Now reboot and select the new drive as boot device to see if the system is able to boot (in case the other one dies).

Running ZFS alongside LVM volumes on Proxmox host

Prevent ZFS volumes from being scanned and blocked by LVM (duh!):

cp -a /etc/lvm/lvm*dist /etc/lvm/lvm.conf

Running MariaDB in vm/container with ZFS/LVM-thin on host

Turn off asynchronous I/O for proper snapshotting:

[mariadb]
innodb_use_native_aio = 0

Windows Balloon Service requires manual path

Windows Balloon Service needs specific location before enabling:

Copy and rename as Administrator the directory from the virtio.iso to: 
"c:/Program files/Balloon"

Having fun with Ballooning

qm monitor <vm id>
balloon 500

Fedora 34 LXC: unsupported release

/usr/share/perl5/PVE/LXC/Setup# diff Fedora.pm Fedora.pm.custom

14c14
<     die "unsupported fedora release\n" if !($version >= 22 && $version <= 33);
---
>     die "unsupported fedora release\n" if !($version >= 22 && $version <= 34);

Give lxc container access to tun/tap devices (e.g.

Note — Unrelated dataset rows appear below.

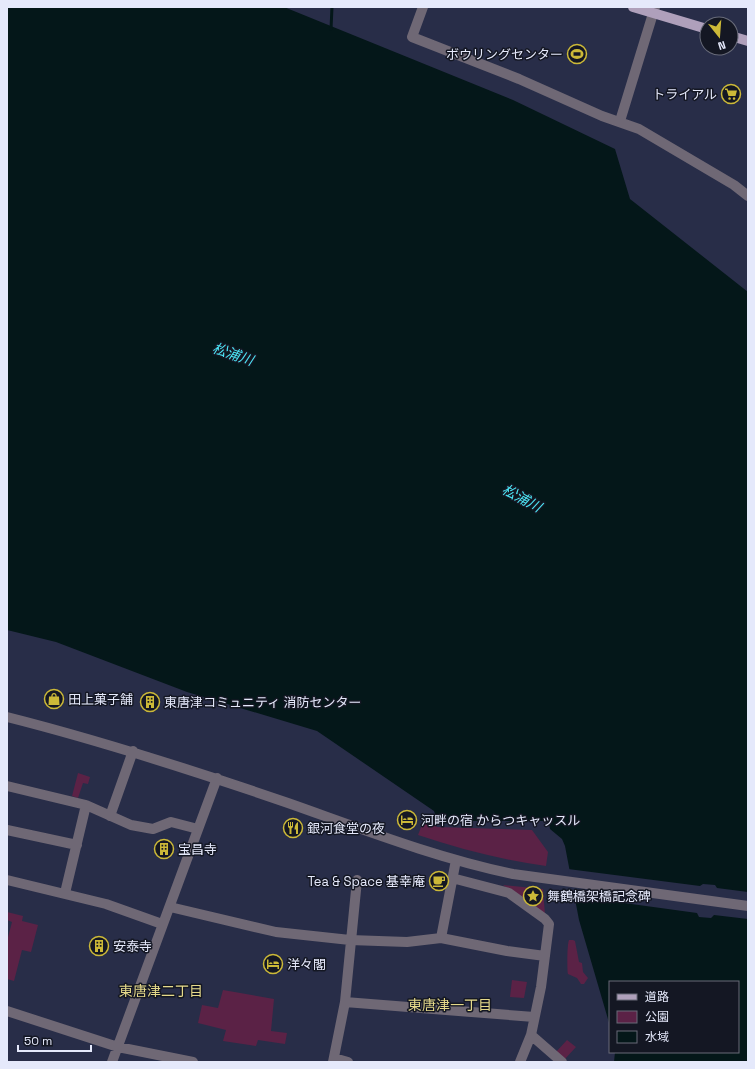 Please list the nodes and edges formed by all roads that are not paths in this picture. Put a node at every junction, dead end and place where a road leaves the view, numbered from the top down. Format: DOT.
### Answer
graph roads {
  1 [pos="423,7"];
  2 [pos="633,7"];
  3 [pos="654,10"];
  4 [pos="699,26"];
  5 [pos="620,122"];
  6 [pos="748,196"];
  7 [pos="7,717"];
  8 [pos="133,751"];
  9 [pos="217,778"];
  10 [pos="7,786"];
  11 [pos="86,805"];
  12 [pos="110,816"];
  13 [pos="198,829"];
  14 [pos="7,830"];
  15 [pos="77,845"];
  16 [pos="456,860"];
  17 [pos="452,878"];
  18 [pos="7,880"];
  19 [pos="357,880"];
  20 [pos="65,893"];
  21 [pos="748,906"];
  22 [pos="170,907"];
  23 [pos="162,924"];
  24 [pos="441,938"];
  25 [pos="350,940"];
  26 [pos="546,956"];
  27 [pos="345,1002"];
  28 [pos="7,1011"];
  29 [pos="534,1017"];
  30 [pos="531,1035"];
  31 [pos="118,1046"];
  32 [pos="333,1060"];
  33 [pos="112,1062"];
  34 [pos="193,1062"];
  35 [pos="348,1062"];
  36 [pos="520,1062"];
  37 [pos="562,1062"];
  1 -- 5 [label="street"];
  2 -- 3 [label="main road"];
  3 -- 4 [label="main road"];
  3 -- 5 [label="street"];
  5 -- 6 [label="street"];
  7 -- 8 [label="street"];
  8 -- 9 [label="street"];
  8 -- 12 [label="street"];
  9 -- 13 [label="street"];
  9 -- 16 [label="street"];
  10 -- 11 [label="street"];
  11 -- 12 [label="street"];
  11 -- 15 [label="street"];
  12 -- 13 [label="street"];
  13 -- 22 [label="street"];
  14 -- 15 [label="street"];
  15 -- 20 [label="street"];
  16 -- 17 [label="street"];
  16 -- 21 [label="street"];
  17 -- 24 [label="street"];
  17 -- 26 [label="street"];
  18 -- 20 [label="street"];
  19 -- 25 [label="street"];
  20 -- 23 [label="street"];
  22 -- 23 [label="street"];
  22 -- 25 [label="street"];
  23 -- 31 [label="street"];
  24 -- 25 [label="street"];
  24 -- 26 [label="street"];
  25 -- 27 [label="street"];
  26 -- 29 [label="street"];
  27 -- 29 [label="street"];
  27 -- 32 [label="street"];
  28 -- 31 [label="street"];
  29 -- 30 [label="street"];
  30 -- 36 [label="street"];
  30 -- 37 [label="street"];
  31 -- 33 [label="street"];
  31 -- 34 [label="street"];
  32 -- 35 [label="street"];
}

OpenVPN)

a) shut down container
b) edit e.g. /etc/pve/lxc/108.conf
c) append:
lxc.mount.entry: /dev/net dev/net none bind,create=dir
lxc.cgroup.devices.allow: c 10:200 rwm

CentOS 7.5 container: systemd logs read-only file system errors

Two options:
a) Ignore and hide in monitoring, everything's normal.
b) Optional: Inspect and remove contents from /lib/sysctl.d/

Run Docker inside LXC container

Edit /etc/pve/lxc/whatever.conf and append:

lxc.apparmor.profile: unconfined
lxc.cgroup.devices.allow: a
lxc.cap.drop:

Re-generate certificates before creating cluster

Double-check that in /etc/hosts and /etc/hostname and /etc/pve/nodes both IP address and hostname is updated.

pvecm updatecerts --force

qemu-guest-agent fails to start on boot (Debian/Ubuntu)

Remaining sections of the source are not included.